Center for Systems and Computational Biology and Molecular and Cellular Oncogenesis Program, The Wistar Institute, Philadelphia, PA, USA.
J Proteomics. 2013 Aug 26;89:165-78. doi: 10.1016/j.jprot.2013.06.016. Epub 2013 Jun 21.
New serological biomarkers for early detection and clinical management of ovarian cancer are urgently needed, and many candidates have been reported. A major challenge frequently encountered when validating candidates in patients is establishing quantitative assays that distinguish between highly homologous proteins. The current study tested whether multiple members of two recently discovered ovarian cancer biomarker protein families, chloride intracellular channel (CLIC) proteins and tropomyosins (TPM), were detectable in ovarian cancer patient sera. A multiplexed, label-free multiple reaction monitoring (MRM) assay was established to target peptides specific to all detected CLIC and TPM family members, and their serum levels were quantitated for ovarian cancer patients and non-cancer controls. In addition to CLIC1 and TPM1, which were the proteins initially discovered in a xenograft mouse model, CLIC4, TPM2, TPM3, and TPM4 were present in ovarian cancer patient sera at significantly elevated levels compared with controls. Some of the additional biomarkers identified in this homolog-centric verification and validation approach may be superior to the previously identified biomarkers at discriminating between ovarian cancer and non-cancer patients. This demonstrates the importance of considering all potential protein homologs and using quantitative assays for cancer biomarker validation with well-defined isoform specificity.
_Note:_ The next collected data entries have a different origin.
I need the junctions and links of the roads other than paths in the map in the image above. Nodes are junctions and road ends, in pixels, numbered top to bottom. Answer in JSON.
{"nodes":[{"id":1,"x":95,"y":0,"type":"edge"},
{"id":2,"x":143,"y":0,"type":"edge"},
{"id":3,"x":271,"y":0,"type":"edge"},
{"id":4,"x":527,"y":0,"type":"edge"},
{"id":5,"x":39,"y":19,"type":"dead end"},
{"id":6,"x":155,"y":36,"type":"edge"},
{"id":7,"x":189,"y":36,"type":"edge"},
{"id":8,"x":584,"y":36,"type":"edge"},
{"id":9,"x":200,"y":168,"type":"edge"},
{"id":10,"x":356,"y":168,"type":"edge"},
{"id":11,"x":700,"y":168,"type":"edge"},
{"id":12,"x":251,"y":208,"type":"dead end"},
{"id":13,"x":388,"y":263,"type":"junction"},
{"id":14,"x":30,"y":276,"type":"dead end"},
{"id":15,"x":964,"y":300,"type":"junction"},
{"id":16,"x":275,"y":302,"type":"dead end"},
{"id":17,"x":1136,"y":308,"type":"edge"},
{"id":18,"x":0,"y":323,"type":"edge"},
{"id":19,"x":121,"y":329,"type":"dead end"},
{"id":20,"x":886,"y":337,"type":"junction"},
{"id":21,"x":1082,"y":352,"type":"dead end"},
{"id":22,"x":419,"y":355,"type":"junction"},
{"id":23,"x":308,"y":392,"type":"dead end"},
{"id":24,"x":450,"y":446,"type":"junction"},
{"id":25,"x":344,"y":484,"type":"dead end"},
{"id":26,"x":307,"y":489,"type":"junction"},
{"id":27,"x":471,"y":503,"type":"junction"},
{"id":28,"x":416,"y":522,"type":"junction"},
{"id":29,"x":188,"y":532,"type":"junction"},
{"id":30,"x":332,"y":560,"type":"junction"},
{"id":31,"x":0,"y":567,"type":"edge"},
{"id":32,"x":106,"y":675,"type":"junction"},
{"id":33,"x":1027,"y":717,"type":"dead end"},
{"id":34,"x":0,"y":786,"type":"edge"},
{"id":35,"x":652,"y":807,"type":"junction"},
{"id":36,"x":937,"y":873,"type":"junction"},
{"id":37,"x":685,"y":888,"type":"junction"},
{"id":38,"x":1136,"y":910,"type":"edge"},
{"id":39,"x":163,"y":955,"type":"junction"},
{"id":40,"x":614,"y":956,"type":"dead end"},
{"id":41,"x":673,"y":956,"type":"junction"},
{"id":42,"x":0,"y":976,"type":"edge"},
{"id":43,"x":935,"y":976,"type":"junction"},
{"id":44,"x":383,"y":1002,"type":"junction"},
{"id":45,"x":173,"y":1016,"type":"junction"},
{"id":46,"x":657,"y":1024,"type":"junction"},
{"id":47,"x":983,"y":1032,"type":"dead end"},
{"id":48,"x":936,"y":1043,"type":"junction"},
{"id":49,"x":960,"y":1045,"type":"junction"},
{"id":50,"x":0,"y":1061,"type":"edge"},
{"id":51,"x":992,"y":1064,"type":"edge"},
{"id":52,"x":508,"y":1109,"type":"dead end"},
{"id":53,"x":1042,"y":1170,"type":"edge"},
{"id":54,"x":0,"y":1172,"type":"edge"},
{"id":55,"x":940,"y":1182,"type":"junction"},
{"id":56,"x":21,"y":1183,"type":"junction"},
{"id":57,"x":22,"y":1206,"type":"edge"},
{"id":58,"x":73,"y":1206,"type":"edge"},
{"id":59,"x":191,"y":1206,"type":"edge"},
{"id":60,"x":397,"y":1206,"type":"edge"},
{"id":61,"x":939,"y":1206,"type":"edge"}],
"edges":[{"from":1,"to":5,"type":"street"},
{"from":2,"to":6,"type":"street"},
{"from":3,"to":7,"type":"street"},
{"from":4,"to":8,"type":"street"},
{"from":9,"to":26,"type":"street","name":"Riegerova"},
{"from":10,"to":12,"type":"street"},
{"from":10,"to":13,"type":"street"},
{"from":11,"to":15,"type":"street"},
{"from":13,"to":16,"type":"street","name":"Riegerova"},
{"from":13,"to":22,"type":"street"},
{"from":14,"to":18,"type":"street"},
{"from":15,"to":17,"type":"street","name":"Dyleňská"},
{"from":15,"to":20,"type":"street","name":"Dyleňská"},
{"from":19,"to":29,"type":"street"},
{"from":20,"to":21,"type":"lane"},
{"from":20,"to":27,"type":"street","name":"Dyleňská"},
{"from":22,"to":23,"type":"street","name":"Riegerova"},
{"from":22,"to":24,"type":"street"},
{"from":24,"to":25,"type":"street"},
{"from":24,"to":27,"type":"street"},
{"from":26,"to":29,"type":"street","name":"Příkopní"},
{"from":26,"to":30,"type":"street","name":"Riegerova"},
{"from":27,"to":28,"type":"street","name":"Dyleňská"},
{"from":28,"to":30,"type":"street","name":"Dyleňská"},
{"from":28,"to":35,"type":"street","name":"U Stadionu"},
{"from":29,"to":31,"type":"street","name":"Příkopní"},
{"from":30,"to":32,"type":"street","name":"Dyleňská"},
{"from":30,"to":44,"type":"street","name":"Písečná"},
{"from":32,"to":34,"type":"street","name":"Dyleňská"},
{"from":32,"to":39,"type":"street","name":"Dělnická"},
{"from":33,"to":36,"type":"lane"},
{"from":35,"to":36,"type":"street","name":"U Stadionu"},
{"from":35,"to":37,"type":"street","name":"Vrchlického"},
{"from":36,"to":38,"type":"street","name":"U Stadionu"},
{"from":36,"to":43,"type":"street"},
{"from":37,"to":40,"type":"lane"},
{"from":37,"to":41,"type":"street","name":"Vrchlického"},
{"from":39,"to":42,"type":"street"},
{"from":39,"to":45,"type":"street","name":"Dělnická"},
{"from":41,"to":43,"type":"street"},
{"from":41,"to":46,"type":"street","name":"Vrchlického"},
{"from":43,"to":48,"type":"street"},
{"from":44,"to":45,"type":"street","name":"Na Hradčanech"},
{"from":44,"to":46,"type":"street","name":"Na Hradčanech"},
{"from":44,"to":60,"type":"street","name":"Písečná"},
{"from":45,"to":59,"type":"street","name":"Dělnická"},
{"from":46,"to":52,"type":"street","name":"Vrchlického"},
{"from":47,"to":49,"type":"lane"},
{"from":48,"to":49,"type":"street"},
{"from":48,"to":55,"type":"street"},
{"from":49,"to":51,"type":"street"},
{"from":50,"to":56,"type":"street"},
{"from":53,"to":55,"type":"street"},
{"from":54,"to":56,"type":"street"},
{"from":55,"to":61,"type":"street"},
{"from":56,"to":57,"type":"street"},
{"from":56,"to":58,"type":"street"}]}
This manuscript addresses the importance of distinguishing between protein homologs and isoforms when identifying and validating cancer biomarkers in plasma or serum. Specifically, it describes the use of targeted in-depth LC-MS/MS analysis to determine the members of two protein families, chloride intracellular channel (CLIC) and tropomyosin (TPM) proteins that are detectable in sera of ovarian cancer patients. It then establishes a multiplexed isoform- and homology-specific MRM assay to quantify all observed gene products in these two protein families as well as many of the closely related tropomyosin isoforms. Using this assay, levels of all detected CLICs and TPMs were quantified in ovarian cancer patient and control subject sera. These results demonstrate that in addition to the previously known CLIC1, multiple tropomyosins and CLIC4 are promising new ovarian cancer biomarkers. Based on these initial validation studies, these new ovarian cancer biomarkers appear to be superior to most previously known ovarian cancer biomarkers.
迫切需要新的血清生物标志物来用于卵巢癌的早期检测和临床管理,并且已经报道了许多候选标志物。在患者中验证候选标志物时,经常遇到的一个主要挑战是建立能够区分高度同源蛋白的定量检测方法。本研究测试了最近发现的两个卵巢癌生物标志物蛋白家族(氯离子通道蛋白 CLIC 和原肌球蛋白 TPM)的多个成员是否可在卵巢癌患者血清中检测到。建立了一种多重、无标记的多重反应监测(MRM)检测方法,以靶向针对所有检测到的 CLIC 和 TPM 家族成员的特异性肽,并对卵巢癌患者和非癌症对照者的血清水平进行定量分析。除了最初在异种移植小鼠模型中发现的 CLIC1 和 TPM1 外,CLIC4、TPM2、TPM3 和 TPM4 也在卵巢癌患者血清中以明显高于对照组的水平存在。在这种同源验证和验证方法中鉴定的一些其他生物标志物在区分卵巢癌患者和非癌症患者方面可能优于先前鉴定的生物标志物。这证明了在鉴定和验证用于血浆或血清的癌症生物标志物时,考虑所有潜在蛋白同源物并使用定量检测方法进行区分的重要性。
本文解决了在血浆或血清中鉴定和验证癌症生物标志物时区分蛋白同源物和同工型的重要性。具体来说,它描述了使用靶向深度 LC-MS/MS 分析来确定在卵巢癌患者血清中可检测到的两个蛋白家族(氯离子通道(CLIC)和原肌球蛋白(TPM)蛋白)的成员。然后,它建立了一种多重、同型和同源特异性的 MRM 检测方法,以定量这些两种蛋白家族以及许多密切相关的原肌球蛋白同工型的所有观察到的基因产物。使用该检测方法,定量了卵巢癌患者和对照受试者血清中所有检测到的 CLIC 和 TPM 的水平。这些结果表明,除了先前已知的 CLIC1 之外,多种原肌球蛋白和 CLIC4 是很有前途的新卵巢癌生物标志物。基于这些初步验证研究,这些新的卵巢癌生物标志物似乎优于大多数先前已知的卵巢癌生物标志物。